* [Work instructions]:
Across these entries, how many lines contain the word "Raya"? Answer with only the number.

* [Material for this exercise]:
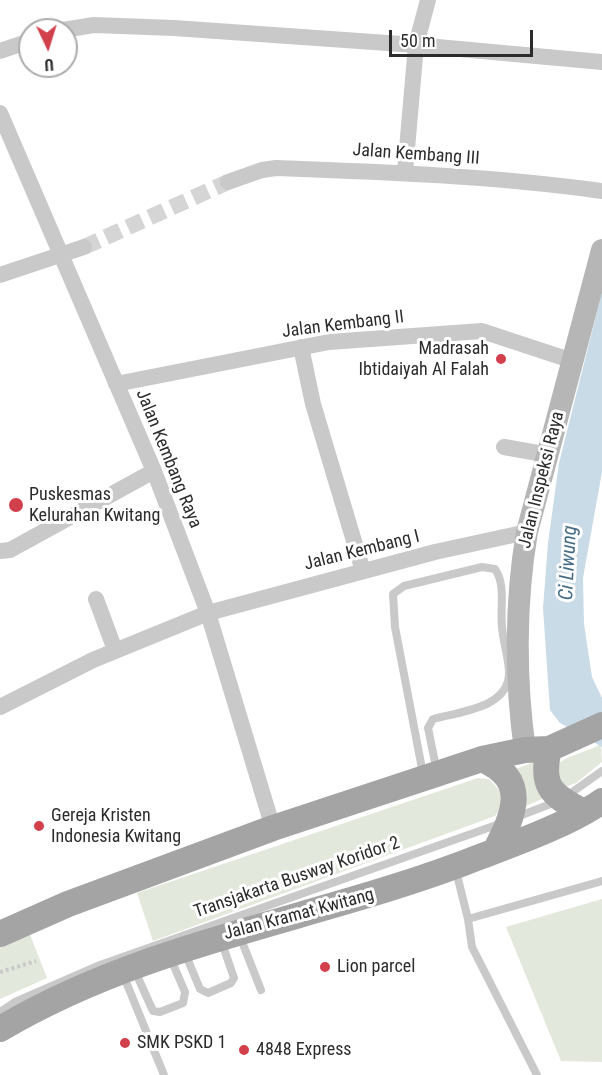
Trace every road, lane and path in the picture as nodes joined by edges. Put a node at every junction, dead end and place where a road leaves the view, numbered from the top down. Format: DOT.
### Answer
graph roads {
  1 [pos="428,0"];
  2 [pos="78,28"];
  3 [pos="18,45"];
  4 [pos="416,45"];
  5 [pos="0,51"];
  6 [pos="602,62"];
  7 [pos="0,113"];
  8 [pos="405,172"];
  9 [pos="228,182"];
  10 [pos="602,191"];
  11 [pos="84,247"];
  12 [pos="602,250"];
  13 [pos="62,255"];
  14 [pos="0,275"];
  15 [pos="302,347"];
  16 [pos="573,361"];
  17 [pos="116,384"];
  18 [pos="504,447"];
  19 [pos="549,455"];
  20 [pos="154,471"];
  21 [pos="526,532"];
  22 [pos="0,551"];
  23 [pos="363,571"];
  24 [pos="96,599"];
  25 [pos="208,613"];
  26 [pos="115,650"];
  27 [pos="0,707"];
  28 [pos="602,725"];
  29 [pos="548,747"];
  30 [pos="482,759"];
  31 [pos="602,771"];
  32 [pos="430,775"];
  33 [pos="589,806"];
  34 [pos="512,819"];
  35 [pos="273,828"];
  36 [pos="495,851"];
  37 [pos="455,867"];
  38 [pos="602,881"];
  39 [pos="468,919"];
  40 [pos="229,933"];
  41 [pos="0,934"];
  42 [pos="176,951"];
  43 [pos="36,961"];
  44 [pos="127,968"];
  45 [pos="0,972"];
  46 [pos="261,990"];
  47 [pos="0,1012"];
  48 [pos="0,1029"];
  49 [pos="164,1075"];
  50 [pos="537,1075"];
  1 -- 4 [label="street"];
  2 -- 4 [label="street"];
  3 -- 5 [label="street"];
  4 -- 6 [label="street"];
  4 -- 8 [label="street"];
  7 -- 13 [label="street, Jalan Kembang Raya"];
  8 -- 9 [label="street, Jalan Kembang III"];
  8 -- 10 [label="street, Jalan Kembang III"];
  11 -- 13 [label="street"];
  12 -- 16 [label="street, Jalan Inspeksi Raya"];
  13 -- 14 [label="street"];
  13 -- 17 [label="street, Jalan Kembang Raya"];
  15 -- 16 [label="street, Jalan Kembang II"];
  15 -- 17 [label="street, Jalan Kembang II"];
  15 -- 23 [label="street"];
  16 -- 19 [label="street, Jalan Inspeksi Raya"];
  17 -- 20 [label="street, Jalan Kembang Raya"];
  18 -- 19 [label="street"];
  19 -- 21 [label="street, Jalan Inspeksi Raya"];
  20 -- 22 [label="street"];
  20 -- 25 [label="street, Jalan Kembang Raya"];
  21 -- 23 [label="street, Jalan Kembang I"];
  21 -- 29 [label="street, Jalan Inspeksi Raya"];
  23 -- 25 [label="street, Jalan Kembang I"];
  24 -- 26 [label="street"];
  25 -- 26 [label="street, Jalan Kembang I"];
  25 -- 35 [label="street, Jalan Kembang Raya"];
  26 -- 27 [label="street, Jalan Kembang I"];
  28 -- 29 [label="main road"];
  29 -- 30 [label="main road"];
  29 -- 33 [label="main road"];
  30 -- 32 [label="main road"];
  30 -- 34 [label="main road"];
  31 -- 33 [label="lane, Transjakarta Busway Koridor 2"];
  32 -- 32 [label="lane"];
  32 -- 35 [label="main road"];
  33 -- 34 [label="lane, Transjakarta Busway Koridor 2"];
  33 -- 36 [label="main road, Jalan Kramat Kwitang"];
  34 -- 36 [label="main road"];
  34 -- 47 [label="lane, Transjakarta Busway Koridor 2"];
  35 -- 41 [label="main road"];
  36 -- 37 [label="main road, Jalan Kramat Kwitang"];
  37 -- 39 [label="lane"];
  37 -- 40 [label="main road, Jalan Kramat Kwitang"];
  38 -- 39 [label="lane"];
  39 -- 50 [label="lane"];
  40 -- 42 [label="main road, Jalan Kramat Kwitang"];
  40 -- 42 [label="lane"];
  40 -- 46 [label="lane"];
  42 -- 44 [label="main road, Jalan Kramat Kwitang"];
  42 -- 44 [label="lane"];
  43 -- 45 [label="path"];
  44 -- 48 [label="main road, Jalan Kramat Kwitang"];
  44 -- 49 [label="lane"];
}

* [Task solution]:
9